* [Assignment] Beginning at the line containing "pinky pip: (643, 526)", give again every line through the end of the data, unchanged and with both ends included. Drop any pictures.

* [Supplied material]
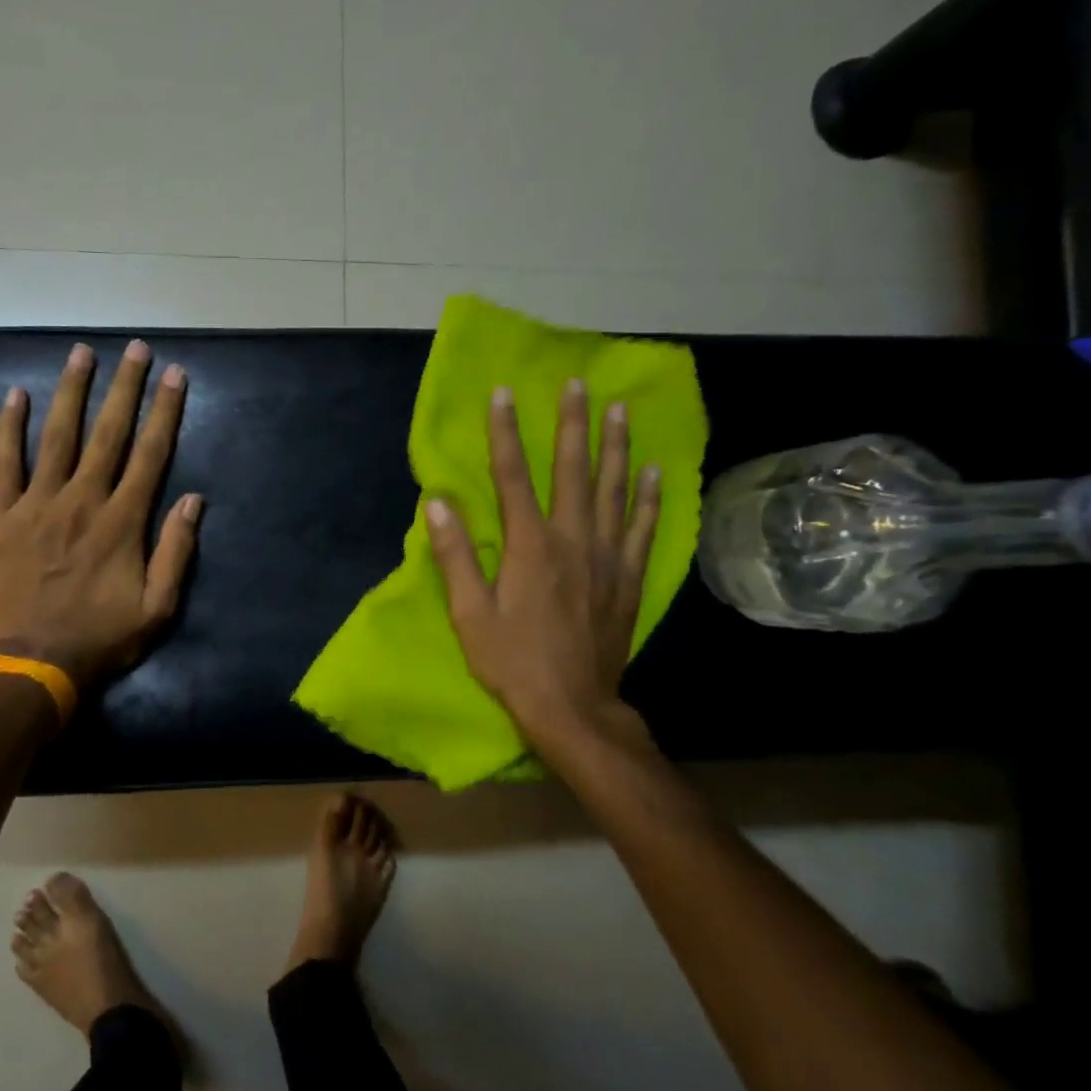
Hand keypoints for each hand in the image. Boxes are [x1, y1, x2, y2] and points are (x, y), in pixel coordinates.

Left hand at [0, 340, 201, 691]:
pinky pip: (5, 464)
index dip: (164, 411)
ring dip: (71, 392)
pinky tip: (15, 395)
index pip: (150, 454)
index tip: (174, 375)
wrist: (32, 664)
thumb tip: (193, 499)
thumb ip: (176, 551)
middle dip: (125, 387)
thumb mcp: (158, 608)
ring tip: (82, 353)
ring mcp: (38, 505)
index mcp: (122, 521)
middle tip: (136, 349)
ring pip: (57, 436)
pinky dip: (9, 428)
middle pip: (108, 433)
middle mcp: (82, 500)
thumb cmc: (101, 638)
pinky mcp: (2, 517)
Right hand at [425, 381, 660, 763]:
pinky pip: (643, 526)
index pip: (513, 475)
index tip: (504, 393)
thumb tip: (437, 502)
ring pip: (613, 488)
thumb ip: (455, 554)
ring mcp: (607, 556)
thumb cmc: (512, 660)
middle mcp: (573, 539)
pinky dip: (649, 495)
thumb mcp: (469, 612)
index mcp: (529, 545)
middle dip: (571, 423)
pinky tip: (652, 469)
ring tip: (618, 409)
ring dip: (614, 445)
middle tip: (577, 384)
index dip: (505, 432)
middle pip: (572, 469)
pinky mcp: (628, 577)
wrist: (572, 706)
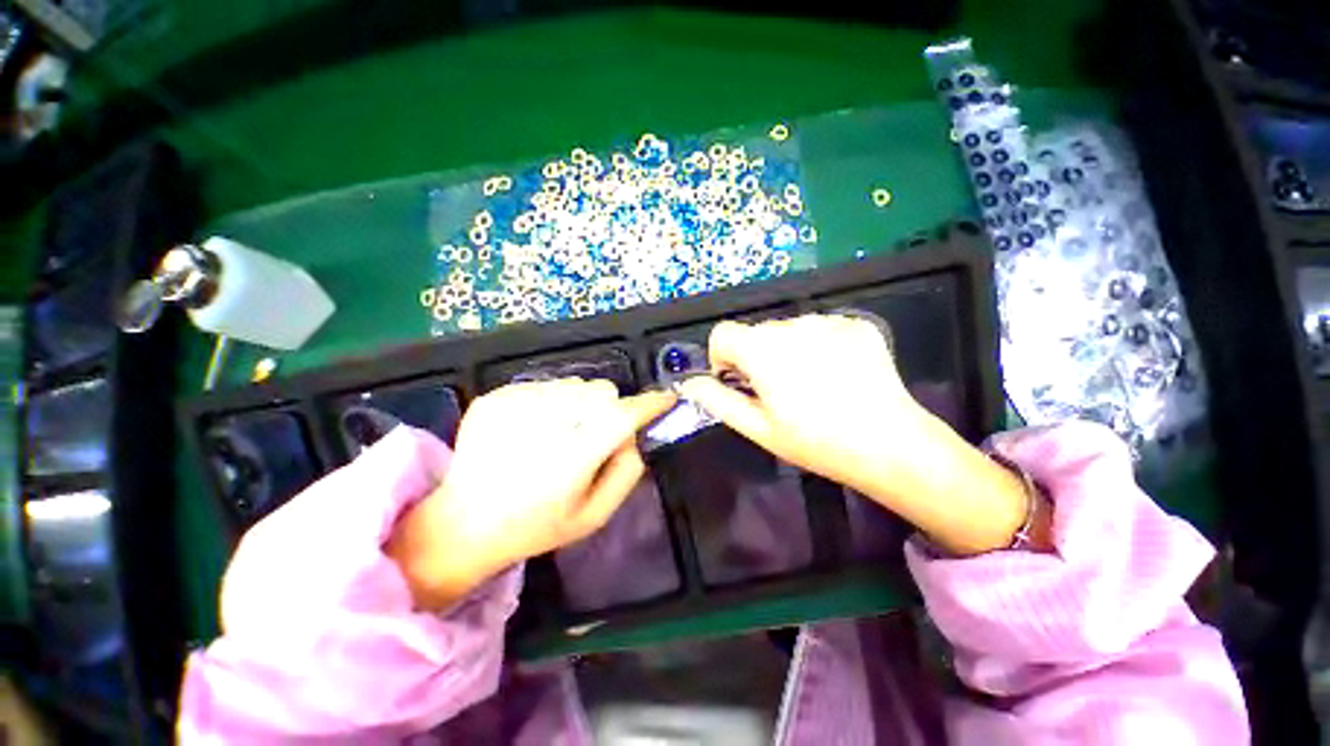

* [Task output]
pinky pip: (643, 526)
index pip: (513, 475)
index tip: (504, 393)
thumb tip: (437, 502)
ring pip: (613, 488)
thumb ip: (455, 554)
ring mcp: (607, 556)
thumb cmc: (512, 660)
middle mcp: (573, 539)
pinky dip: (649, 495)
thumb mcp: (469, 612)
index mcp: (529, 545)
middle dip: (571, 423)
pinky tip: (652, 469)
ring tip: (618, 409)
ring dip: (614, 445)
middle tip: (577, 384)
index dip: (505, 432)
middle pip: (572, 469)
pinky mcp: (628, 577)
wrist: (572, 706)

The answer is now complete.